* WHAT YOU HAVE TO DO *
Locate the word "REAGAN" in the entries below, then gather every line that holds it.

* SOURCE DATA *
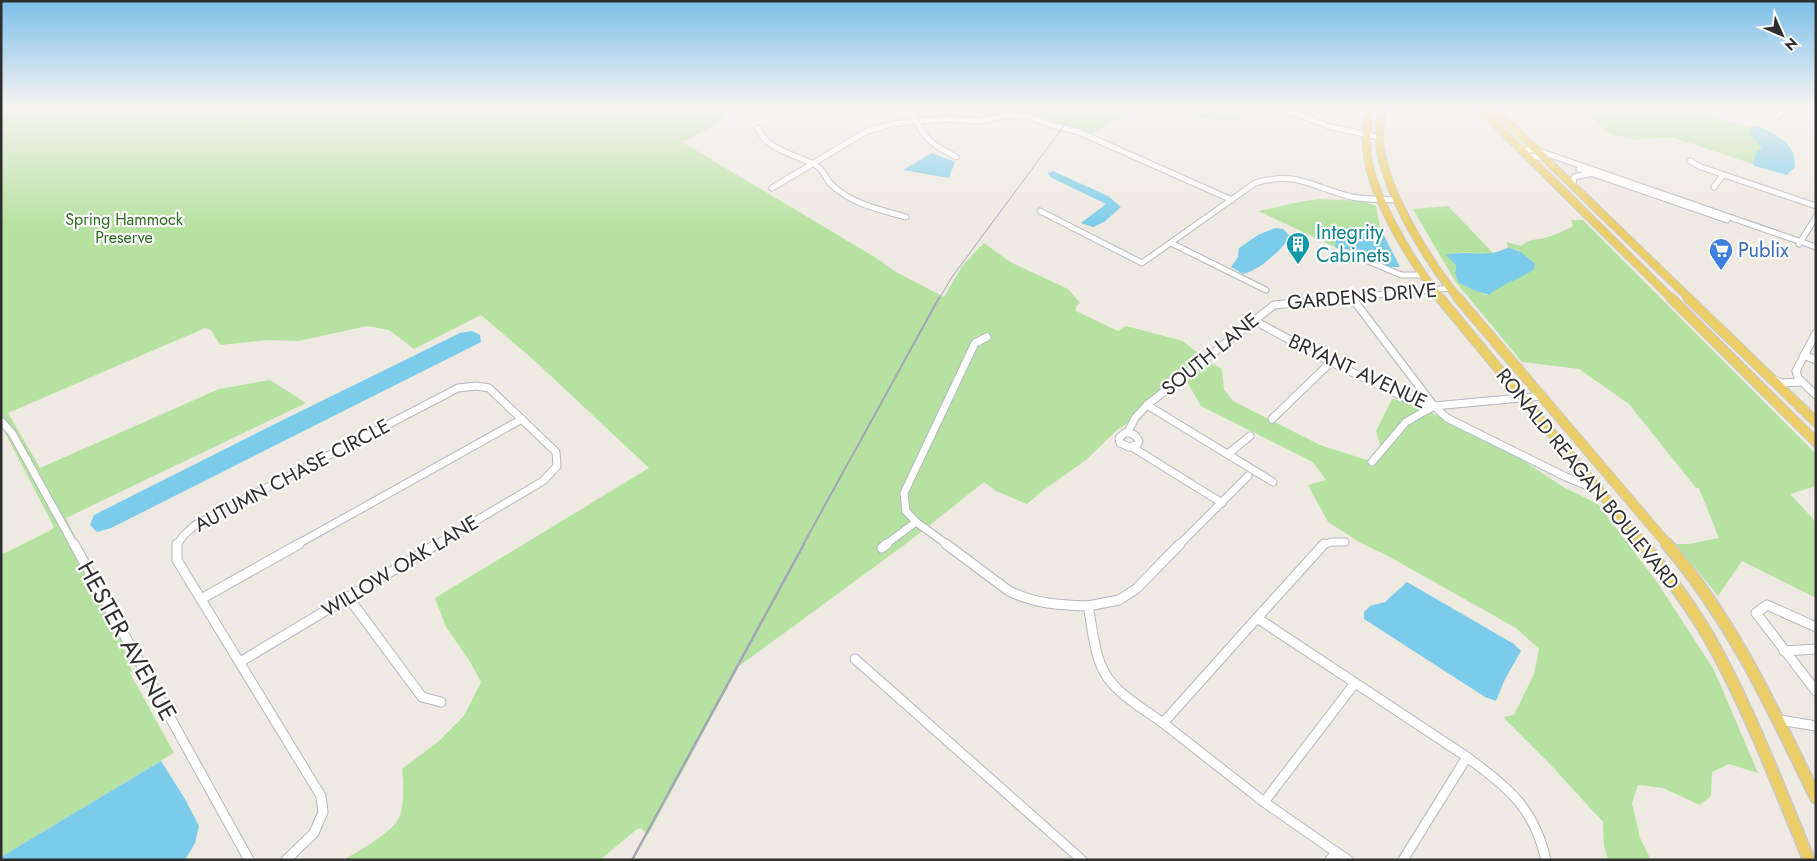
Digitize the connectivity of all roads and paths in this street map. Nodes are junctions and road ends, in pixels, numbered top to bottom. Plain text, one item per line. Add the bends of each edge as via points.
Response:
1 (777, 147) edge
2 (841, 147) edge
3 (938, 147) edge
4 (1113, 147) edge
5 (1367, 147) edge
6 (1380, 147) edge
7 (1518, 147) edge
8 (1533, 147) edge
9 (1521, 150) junction
10 (1536, 150) junction
11 (1528, 156) junction
12 (1543, 156) junction
13 (956, 157) dead end
14 (1690, 162) dead end
15 (813, 164) junction
16 (1596, 175) junction
17 (1723, 175) junction
18 (1573, 186) junction
19 (1714, 187) dead end
20 (772, 188) dead end
21 (1648, 191) junction
22 (1381, 199) junction
23 (1232, 200) junction
24 (1398, 200) junction
25 (1816, 206) edge
26 (1040, 211) dead end
27 (906, 217) dead end
28 (1589, 217) junction
29 (1816, 217) edge
30 (1799, 243) junction
31 (1171, 244) junction
32 (1816, 246) edge
33 (1816, 251) edge
34 (1347, 252) dead end
35 (1644, 255) junction
36 (1424, 275) junction
37 (1450, 288) junction
38 (1432, 289) junction
39 (1266, 290) dead end
40 (1351, 296) junction
41 (1274, 305) joint
42 (1679, 307) junction
43 (1253, 320) junction
44 (1816, 333) edge
45 (986, 337) dead end
46 (1730, 338) junction
47 (1727, 354) junction
48 (1804, 355) junction
49 (1816, 360) edge
50 (1331, 362) junction
51 (1772, 379) junction
52 (1802, 382) junction
53 (1786, 393) junction
54 (1816, 395) edge
55 (1543, 396) junction
56 (1523, 399) junction
57 (1147, 405) junction
58 (1434, 406) junction
59 (1272, 419) dead end
60 (522, 420) junction
61 (2, 422) dead end
62 (1816, 422) edge
63 (1128, 432) junction
64 (1250, 436) dead end
65 (1816, 442) edge
66 (1132, 447) junction
67 (1228, 454) junction
68 (1372, 462) dead end
69 (558, 467) joint
70 (1248, 476) dead end
71 (1273, 482) dead end
72 (1597, 487) junction
73 (1222, 503) junction
74 (916, 522) junction
75 (1345, 542) dead end
76 (882, 548) dead end
77 (348, 597) junction
78 (201, 599) junction
79 (1088, 606) junction
80 (1257, 618) junction
81 (1816, 627) edge
82 (1816, 649) edge
83 (1784, 651) junction
84 (855, 659) dead end
85 (240, 662) junction
86 (1355, 683) junction
87 (1816, 691) edge
88 (441, 702) dead end
89 (1780, 720) junction
90 (1162, 723) junction
91 (1816, 726) edge
92 (1467, 757) junction
93 (1816, 798) edge
94 (1264, 802) junction
95 (1333, 856) edge
96 (1811, 857) edge
97 (250, 860) edge
98 (286, 860) edge
99 (1082, 860) edge
100 (1348, 860) edge
101 (1403, 860) edge
102 (1546, 860) edge

1 - 15 street
2 - 15 street
3 - 13 street
4 - 23 street
5 - 22 main road, RONALD REAGAN BOULEVARD
6 - 24 main road, RONALD REAGAN BOULEVARD via 1384,170
7 - 9 main road
8 - 10 main road
9 - 10 street
9 - 11 main road
10 - 12 main road
10 - 21 street
11 - 12 street
11 - 28 main road
12 - 16 street
12 - 18 main road
14 - 17 street
15 - 20 street
15 - 27 street via 821,168 829,183 841,192 877,209
16 - 18 street via 1579,175
16 - 21 street
17 - 19 street
17 - 25 street
18 - 35 main road
21 - 30 street
22 - 23 street via 1351,196 1307,180 1284,178 1260,181
22 - 24 street
22 - 36 main road, RONALD REAGAN BOULEVARD
23 - 31 street
24 - 37 main road, RONALD REAGAN BOULEVARD
26 - 31 street via 1142,263
28 - 35 main road via 1633,253
28 - 42 main road
29 - 30 street
30 - 32 street
30 - 33 street
31 - 39 street
34 - 36 street via 1397,274
35 - 46 main road
36 - 38 main road, RONALD REAGAN BOULEVARD
37 - 38 street, GARDENS DRIVE
37 - 55 main road, RONALD REAGAN BOULEVARD
38 - 40 street, GARDENS DRIVE
38 - 56 main road, RONALD REAGAN BOULEVARD
40 - 41 street, GARDENS DRIVE
40 - 58 street
41 - 43 street, SOUTH LANE
42 - 46 main road via 1696,317 1712,333
42 - 47 main road
43 - 50 street, BRYANT AVENUE
43 - 57 street, SOUTH LANE
44 - 48 street
45 - 74 street via 975,343 904,493 906,511
46 - 51 main road
47 - 53 main road via 1744,359 1778,390
47 - 65 main road
48 - 49 street
48 - 52 street via 1796,371
50 - 58 street, BRYANT AVENUE via 1410,400
50 - 59 street
51 - 52 street via 1781,383
51 - 53 main road
52 - 54 street
53 - 62 main road
55 - 56 street
55 - 89 main road, RONALD REAGAN BOULEVARD via 1693,576 1731,631
56 - 58 street
56 - 72 main road, RONALD REAGAN BOULEVARD
57 - 63 street, SOUTH LANE
57 - 67 street
58 - 68 street via 1406,421
58 - 72 street, BRYANT AVENUE via 1447,418 1549,469
60 - 69 street, AUTUMN CHASE CIRCLE via 556,452
60 - 78 street
60 - 78 street, AUTUMN CHASE CIRCLE via 488,388 458,388 195,525 177,542 175,551 177,560
61 - 97 street, HESTER AVENUE via 12,433
63 - 66 street via 1139,438 1137,445
63 - 66 street via 1119,440 1123,445
64 - 67 street
66 - 73 street
67 - 71 street
69 - 77 street, WILLOW OAK LANE via 543,481
70 - 73 street
72 - 96 main road, RONALD REAGAN BOULEVARD via 1675,584 1714,646 1751,719
73 - 79 street via 1136,589 1119,600
74 - 76 street
74 - 79 street via 1024,600 1048,605
75 - 80 street via 1336,540 1320,547
77 - 85 street, WILLOW OAK LANE
77 - 88 street via 422,697
78 - 85 street, AUTUMN CHASE CIRCLE
79 - 90 street via 1100,664 1108,677 1117,688
80 - 86 street
80 - 90 street
81 - 83 street via 1767,605 1756,613
82 - 83 street
83 - 87 street
84 - 99 street
85 - 98 street, AUTUMN CHASE CIRCLE via 321,796 322,812 314,833
86 - 92 street
86 - 94 street
89 - 91 street
89 - 93 main road, RONALD REAGAN BOULEVARD
90 - 94 street
92 - 101 street
92 - 102 street via 1520,800 1536,823
94 - 95 street
95 - 100 street

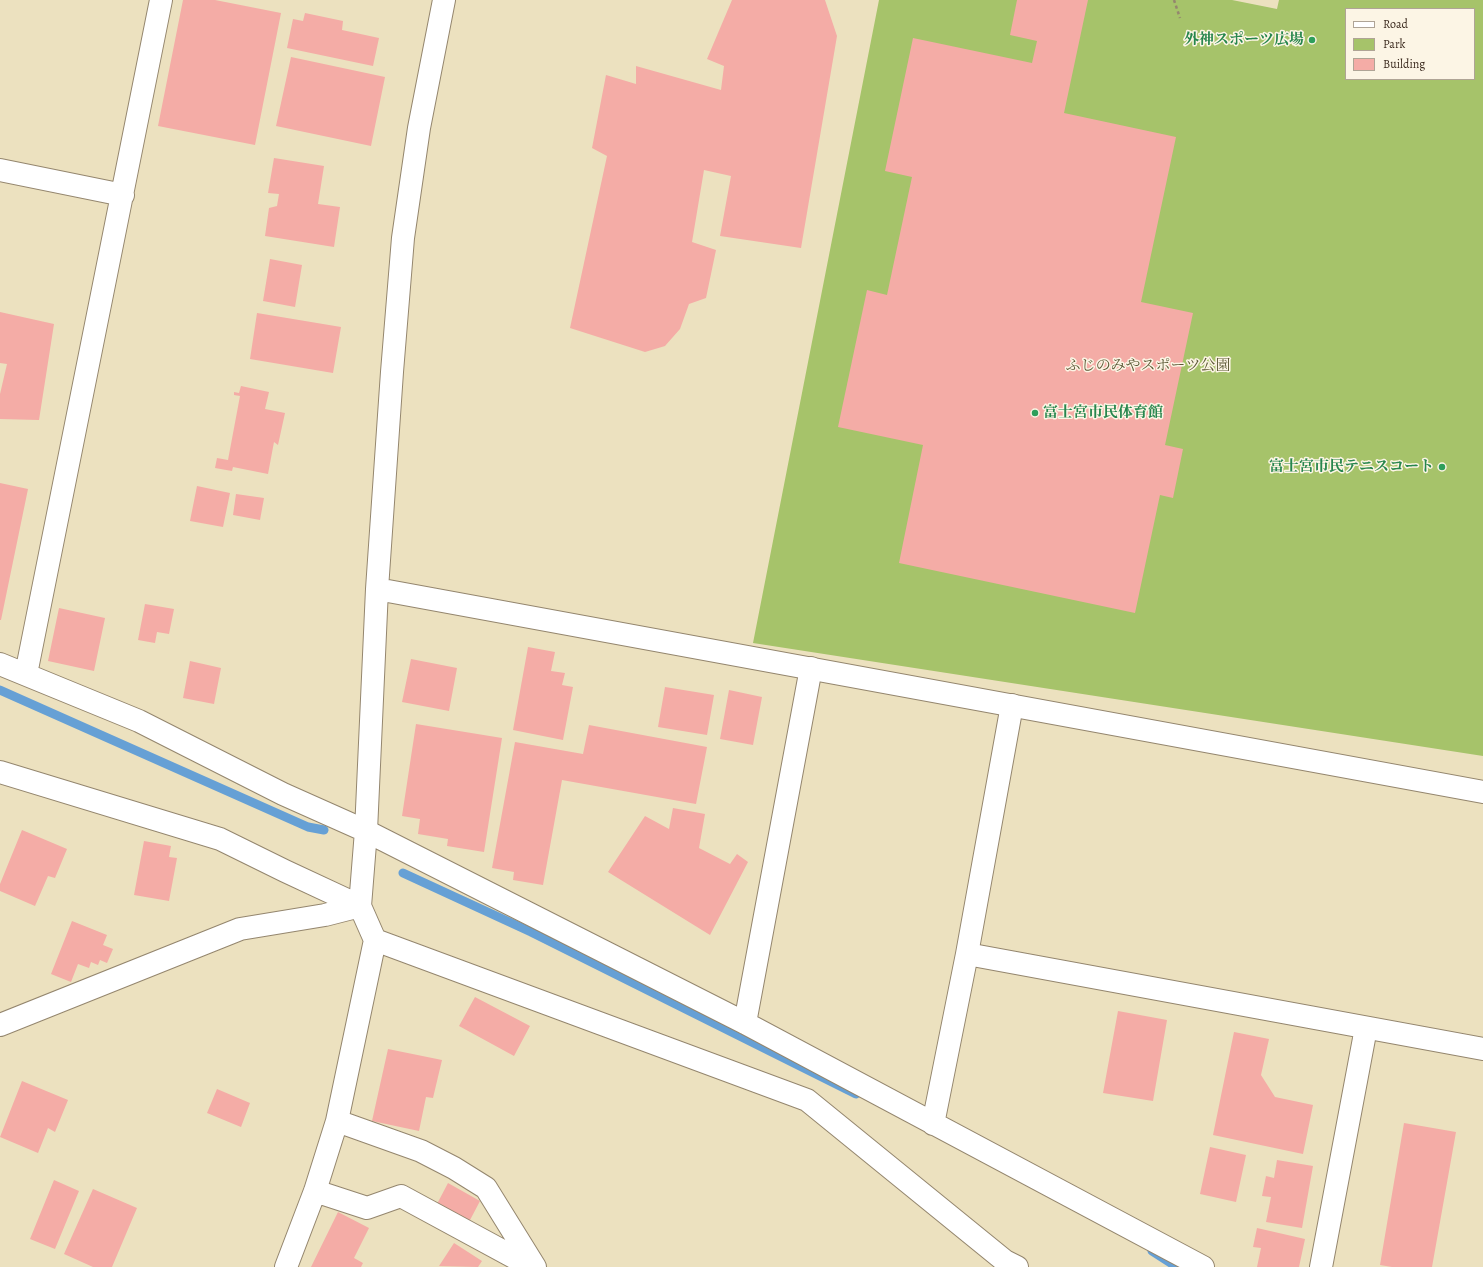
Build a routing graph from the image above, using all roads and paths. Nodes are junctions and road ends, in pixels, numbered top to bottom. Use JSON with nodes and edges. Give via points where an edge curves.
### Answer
{"nodes":[{"id":1,"x":161,"y":0,"type":"edge"},
{"id":2,"x":1174,"y":0,"type":"edge"},
{"id":3,"x":437,"y":1,"type":"edge"},
{"id":4,"x":1180,"y":18,"type":"dead end"},
{"id":5,"x":0,"y":170,"type":"edge"},
{"id":6,"x":123,"y":195,"type":"junction"},
{"id":7,"x":377,"y":589,"type":"junction"},
{"id":8,"x":0,"y":664,"type":"edge"},
{"id":9,"x":811,"y":668,"type":"junction"},
{"id":10,"x":26,"y":674,"type":"junction"},
{"id":11,"x":1012,"y":705,"type":"junction"},
{"id":12,"x":0,"y":772,"type":"edge"},
{"id":13,"x":1483,"y":792,"type":"edge"},
{"id":14,"x":366,"y":831,"type":"junction"},
{"id":15,"x":360,"y":906,"type":"junction"},
{"id":16,"x":375,"y":940,"type":"junction"},
{"id":17,"x":967,"y":954,"type":"junction"},
{"id":18,"x":745,"y":1023,"type":"junction"},
{"id":19,"x":0,"y":1025,"type":"edge"},
{"id":20,"x":1366,"y":1028,"type":"junction"},
{"id":21,"x":1483,"y":1049,"type":"edge"},
{"id":22,"x":337,"y":1121,"type":"junction"},
{"id":23,"x":933,"y":1124,"type":"junction"},
{"id":24,"x":315,"y":1191,"type":"junction"},
{"id":25,"x":286,"y":1267,"type":"edge"},
{"id":26,"x":532,"y":1267,"type":"edge"},
{"id":27,"x":535,"y":1267,"type":"edge"},
{"id":28,"x":1017,"y":1267,"type":"edge"},
{"id":29,"x":1203,"y":1267,"type":"edge"},
{"id":30,"x":1321,"y":1267,"type":"edge"}],
"edges":[{"from":1,"to":6,"type":"street"},
{"from":2,"to":4,"type":"path"},
{"from":3,"to":7,"type":"street","via":[[403,238]]},
{"from":5,"to":6,"type":"street"},
{"from":6,"to":10,"type":"street"},
{"from":7,"to":9,"type":"street"},
{"from":7,"to":14,"type":"street"},
{"from":8,"to":10,"type":"street"},
{"from":9,"to":11,"type":"street"},
{"from":9,"to":18,"type":"street"},
{"from":10,"to":14,"type":"street","via":[[139,721],[283,794]]},
{"from":11,"to":13,"type":"street"},
{"from":11,"to":17,"type":"street"},
{"from":12,"to":15,"type":"street","via":[[220,838]]},
{"from":14,"to":15,"type":"street"},
{"from":14,"to":18,"type":"street"},
{"from":15,"to":16,"type":"street"},
{"from":15,"to":19,"type":"street","via":[[325,915],[240,929]]},
{"from":16,"to":22,"type":"street"},
{"from":16,"to":28,"type":"street","via":[[807,1100],[1004,1261]]},
{"from":17,"to":20,"type":"street"},
{"from":17,"to":23,"type":"street"},
{"from":18,"to":23,"type":"street"},
{"from":20,"to":21,"type":"street"},
{"from":20,"to":30,"type":"street"},
{"from":22,"to":24,"type":"street"},
{"from":22,"to":27,"type":"street","via":[[421,1151],[486,1188]]},
{"from":23,"to":29,"type":"street"},
{"from":24,"to":25,"type":"street"},
{"from":24,"to":26,"type":"street","via":[[367,1208],[401,1196]]}]}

* EXERCISE ANSWER *
5 - 22 main road, RONALD REAGAN BOULEVARD
6 - 24 main road, RONALD REAGAN BOULEVARD via 1384,170
22 - 36 main road, RONALD REAGAN BOULEVARD
24 - 37 main road, RONALD REAGAN BOULEVARD
36 - 38 main road, RONALD REAGAN BOULEVARD
37 - 55 main road, RONALD REAGAN BOULEVARD
38 - 56 main road, RONALD REAGAN BOULEVARD
55 - 89 main road, RONALD REAGAN BOULEVARD via 1693,576 1731,631
56 - 72 main road, RONALD REAGAN BOULEVARD
72 - 96 main road, RONALD REAGAN BOULEVARD via 1675,584 1714,646 1751,719
89 - 93 main road, RONALD REAGAN BOULEVARD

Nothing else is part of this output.